■ What you will do ■
Among the entries below, find the lines with the word "Forest" and copy them.

■ Material provided ■

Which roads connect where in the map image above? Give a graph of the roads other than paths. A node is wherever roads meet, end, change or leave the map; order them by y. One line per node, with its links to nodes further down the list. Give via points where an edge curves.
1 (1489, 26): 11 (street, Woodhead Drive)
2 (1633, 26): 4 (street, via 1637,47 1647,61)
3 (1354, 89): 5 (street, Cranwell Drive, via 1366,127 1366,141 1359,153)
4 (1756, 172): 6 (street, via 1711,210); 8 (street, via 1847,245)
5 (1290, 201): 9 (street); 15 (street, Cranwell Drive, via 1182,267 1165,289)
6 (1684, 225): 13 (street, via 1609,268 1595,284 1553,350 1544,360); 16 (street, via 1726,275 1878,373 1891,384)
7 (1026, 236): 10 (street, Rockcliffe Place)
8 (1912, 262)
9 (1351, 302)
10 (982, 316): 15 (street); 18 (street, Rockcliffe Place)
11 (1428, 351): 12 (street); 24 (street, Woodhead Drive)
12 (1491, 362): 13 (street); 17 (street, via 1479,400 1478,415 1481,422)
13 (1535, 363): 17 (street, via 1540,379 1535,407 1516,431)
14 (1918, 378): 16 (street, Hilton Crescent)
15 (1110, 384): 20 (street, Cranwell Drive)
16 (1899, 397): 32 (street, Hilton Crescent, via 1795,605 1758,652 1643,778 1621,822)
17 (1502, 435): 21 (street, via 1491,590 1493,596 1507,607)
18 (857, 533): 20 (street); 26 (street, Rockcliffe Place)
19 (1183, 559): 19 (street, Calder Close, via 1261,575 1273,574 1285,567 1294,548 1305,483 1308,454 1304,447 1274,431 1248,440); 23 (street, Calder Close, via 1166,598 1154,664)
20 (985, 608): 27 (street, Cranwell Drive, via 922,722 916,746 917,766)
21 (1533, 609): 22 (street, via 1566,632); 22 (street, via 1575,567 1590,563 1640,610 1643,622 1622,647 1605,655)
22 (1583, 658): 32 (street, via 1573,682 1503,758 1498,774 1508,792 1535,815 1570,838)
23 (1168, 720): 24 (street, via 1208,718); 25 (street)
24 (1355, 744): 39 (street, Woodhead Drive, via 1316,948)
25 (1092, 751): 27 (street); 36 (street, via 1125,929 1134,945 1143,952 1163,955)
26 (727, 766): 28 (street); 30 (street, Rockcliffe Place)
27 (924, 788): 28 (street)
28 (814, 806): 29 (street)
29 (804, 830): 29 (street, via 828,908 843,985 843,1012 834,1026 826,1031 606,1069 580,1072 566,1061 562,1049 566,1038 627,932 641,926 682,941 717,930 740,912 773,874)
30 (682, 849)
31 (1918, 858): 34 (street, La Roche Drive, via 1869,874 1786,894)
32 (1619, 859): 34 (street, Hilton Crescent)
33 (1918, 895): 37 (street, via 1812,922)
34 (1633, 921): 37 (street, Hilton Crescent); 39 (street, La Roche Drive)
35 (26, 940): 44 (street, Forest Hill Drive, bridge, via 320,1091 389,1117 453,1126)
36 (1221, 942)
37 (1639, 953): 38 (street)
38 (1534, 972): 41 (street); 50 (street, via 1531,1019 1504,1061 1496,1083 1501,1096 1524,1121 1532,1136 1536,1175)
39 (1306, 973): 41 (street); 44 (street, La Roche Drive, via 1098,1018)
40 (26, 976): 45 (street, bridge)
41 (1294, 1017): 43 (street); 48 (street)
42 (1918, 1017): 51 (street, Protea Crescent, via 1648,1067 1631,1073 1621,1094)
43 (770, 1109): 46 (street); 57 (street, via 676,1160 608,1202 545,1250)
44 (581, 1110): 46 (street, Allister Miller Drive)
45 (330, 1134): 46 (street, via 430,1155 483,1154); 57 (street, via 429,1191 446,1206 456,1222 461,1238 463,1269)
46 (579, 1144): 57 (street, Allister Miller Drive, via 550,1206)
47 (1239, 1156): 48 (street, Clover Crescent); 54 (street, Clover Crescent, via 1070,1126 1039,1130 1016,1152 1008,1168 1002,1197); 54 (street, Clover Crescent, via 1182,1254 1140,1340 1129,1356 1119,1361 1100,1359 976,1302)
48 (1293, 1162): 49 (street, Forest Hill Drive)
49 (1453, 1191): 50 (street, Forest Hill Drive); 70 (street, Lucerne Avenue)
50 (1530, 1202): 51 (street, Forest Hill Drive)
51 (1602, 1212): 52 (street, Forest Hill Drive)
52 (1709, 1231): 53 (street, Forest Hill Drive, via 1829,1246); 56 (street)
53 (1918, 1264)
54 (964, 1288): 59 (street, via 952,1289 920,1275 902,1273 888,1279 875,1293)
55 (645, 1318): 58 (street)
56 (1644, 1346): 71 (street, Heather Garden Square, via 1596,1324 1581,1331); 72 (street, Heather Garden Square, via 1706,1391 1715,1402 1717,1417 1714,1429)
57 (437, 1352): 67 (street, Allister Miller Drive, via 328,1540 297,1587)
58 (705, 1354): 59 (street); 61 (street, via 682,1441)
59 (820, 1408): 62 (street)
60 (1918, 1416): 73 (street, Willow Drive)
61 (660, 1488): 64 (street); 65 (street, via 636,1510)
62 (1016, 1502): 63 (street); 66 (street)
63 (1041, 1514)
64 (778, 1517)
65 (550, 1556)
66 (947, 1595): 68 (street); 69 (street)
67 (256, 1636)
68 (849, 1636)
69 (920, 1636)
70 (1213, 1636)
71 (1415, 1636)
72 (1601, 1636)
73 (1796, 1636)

■ Output for this task ■
35 (26, 940): 44 (street, Forest Hill Drive, bridge, via 320,1091 389,1117 453,1126)
48 (1293, 1162): 49 (street, Forest Hill Drive)
49 (1453, 1191): 50 (street, Forest Hill Drive); 70 (street, Lucerne Avenue)
50 (1530, 1202): 51 (street, Forest Hill Drive)
51 (1602, 1212): 52 (street, Forest Hill Drive)
52 (1709, 1231): 53 (street, Forest Hill Drive, via 1829,1246); 56 (street)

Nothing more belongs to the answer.